Earlier this year, Prime Minister Mateusz Morawiecki asked the Constitutional Tribunal to decide whether EU or Polish law was primary when it comes to deciding how Polish courts should be organized and managed.
On Thursday, the tribunal gave its answer, though its finding was immediately criticized as both deeply flawed and issued from a court whose impartiality is questionable. Critics contend the court is stacked with pro-government judges, some who were unlawfully appointed, and that the tribunal's rulings are invalid.
“Why have Polish authorities engineered an [unconstitutional] Polexit from EU legal order?” said Laurent Pech, a law professor at the Middlesex University London, on Twitter. “Answer: to establish a Soviet-style justice system so that autocratization can happen undisturbed.”

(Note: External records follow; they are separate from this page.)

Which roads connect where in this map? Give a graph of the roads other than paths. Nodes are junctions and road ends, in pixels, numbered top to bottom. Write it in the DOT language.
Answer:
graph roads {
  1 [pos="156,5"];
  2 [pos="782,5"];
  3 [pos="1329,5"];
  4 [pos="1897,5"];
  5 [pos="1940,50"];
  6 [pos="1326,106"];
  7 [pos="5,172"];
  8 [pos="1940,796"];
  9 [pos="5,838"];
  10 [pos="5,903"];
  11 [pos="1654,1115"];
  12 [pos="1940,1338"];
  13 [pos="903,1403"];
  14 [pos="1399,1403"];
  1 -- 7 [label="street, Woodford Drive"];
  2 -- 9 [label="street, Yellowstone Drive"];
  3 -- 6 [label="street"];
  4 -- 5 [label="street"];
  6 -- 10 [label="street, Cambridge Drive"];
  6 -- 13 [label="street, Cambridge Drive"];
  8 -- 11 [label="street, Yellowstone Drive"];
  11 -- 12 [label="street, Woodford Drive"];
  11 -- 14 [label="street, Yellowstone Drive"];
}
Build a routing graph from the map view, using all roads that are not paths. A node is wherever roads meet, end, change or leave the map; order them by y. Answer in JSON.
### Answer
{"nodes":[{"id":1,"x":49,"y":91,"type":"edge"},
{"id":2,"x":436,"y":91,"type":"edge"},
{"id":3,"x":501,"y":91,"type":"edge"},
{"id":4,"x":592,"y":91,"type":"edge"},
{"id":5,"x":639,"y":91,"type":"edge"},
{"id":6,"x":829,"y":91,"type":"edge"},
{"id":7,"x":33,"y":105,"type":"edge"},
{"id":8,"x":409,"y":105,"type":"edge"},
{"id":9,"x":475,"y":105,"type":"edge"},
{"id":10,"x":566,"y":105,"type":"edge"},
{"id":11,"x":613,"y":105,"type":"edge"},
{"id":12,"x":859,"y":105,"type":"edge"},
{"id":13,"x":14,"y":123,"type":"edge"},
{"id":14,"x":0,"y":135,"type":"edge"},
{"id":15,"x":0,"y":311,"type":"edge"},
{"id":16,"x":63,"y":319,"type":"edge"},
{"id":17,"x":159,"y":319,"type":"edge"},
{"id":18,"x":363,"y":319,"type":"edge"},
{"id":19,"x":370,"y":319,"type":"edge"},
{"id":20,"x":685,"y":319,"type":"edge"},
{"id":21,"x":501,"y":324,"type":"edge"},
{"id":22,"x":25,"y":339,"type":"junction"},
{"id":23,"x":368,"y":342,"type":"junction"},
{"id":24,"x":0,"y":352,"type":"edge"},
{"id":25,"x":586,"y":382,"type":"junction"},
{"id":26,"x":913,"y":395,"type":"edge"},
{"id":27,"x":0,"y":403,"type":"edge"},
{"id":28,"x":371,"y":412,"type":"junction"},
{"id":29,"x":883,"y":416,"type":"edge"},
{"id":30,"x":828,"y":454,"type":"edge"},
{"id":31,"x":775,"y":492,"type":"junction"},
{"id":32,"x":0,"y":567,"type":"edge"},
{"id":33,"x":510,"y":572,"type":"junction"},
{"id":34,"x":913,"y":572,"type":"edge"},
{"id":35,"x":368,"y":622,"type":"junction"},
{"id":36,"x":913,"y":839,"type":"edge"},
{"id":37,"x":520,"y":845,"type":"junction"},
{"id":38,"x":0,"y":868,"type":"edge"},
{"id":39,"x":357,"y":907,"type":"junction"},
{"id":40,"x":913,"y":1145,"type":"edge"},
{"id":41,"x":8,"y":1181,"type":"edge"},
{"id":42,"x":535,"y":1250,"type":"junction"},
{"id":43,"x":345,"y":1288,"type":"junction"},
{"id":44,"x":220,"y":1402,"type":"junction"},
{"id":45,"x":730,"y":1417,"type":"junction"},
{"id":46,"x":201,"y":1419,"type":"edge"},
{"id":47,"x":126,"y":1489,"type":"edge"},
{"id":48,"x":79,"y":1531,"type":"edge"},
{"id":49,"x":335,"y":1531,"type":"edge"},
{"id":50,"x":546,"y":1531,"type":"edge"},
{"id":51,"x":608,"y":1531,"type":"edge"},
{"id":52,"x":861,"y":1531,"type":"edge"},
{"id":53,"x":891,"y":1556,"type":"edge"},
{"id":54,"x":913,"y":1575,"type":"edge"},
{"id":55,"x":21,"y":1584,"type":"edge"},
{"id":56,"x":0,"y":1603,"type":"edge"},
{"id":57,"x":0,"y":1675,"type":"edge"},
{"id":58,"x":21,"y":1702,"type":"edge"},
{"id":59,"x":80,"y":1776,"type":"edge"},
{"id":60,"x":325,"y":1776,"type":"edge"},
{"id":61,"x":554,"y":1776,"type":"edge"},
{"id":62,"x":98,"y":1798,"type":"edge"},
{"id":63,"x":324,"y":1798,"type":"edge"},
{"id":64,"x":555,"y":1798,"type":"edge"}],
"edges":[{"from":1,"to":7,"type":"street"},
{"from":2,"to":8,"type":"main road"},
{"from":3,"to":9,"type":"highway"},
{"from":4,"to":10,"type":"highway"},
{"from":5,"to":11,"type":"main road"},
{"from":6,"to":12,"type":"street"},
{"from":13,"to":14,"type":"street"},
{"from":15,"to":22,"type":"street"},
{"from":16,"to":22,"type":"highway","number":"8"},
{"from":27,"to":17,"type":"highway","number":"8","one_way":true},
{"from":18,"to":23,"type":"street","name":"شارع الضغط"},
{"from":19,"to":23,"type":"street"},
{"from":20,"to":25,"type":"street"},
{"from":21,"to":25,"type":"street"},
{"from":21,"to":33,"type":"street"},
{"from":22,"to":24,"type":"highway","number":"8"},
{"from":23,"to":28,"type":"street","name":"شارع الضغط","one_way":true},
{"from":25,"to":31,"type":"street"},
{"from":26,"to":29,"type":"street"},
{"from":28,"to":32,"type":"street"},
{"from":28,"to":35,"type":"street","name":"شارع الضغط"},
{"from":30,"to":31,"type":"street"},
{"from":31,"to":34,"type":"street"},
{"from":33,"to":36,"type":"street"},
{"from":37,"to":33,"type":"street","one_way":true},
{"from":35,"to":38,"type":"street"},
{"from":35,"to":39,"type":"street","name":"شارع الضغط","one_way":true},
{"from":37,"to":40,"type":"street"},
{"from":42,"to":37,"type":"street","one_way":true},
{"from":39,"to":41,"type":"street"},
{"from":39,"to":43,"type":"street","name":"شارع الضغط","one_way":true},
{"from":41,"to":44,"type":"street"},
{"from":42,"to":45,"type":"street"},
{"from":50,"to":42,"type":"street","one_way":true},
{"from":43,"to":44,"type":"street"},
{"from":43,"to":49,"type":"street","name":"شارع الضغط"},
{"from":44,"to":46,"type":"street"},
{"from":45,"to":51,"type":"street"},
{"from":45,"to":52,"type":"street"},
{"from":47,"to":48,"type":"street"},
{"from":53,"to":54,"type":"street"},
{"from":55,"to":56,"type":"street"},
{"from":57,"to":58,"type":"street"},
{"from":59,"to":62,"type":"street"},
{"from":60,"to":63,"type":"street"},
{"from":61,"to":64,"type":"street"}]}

What effect Thursday's ruling will have on relations between Warsaw and Brussels is unclear, but it will certainly intensify the clash.
The fight has reached a decisive phase with the EU threatening to withhold tens of billions of dollars in coronavirus recovery funds and slap hefty fines on Poland unless it abides by the Court of Justice rulings and takes steps to stop what Brussels sees as its “democratic backsliding.”
Courthouse News reporter Cain Burdeau is based in the European Union.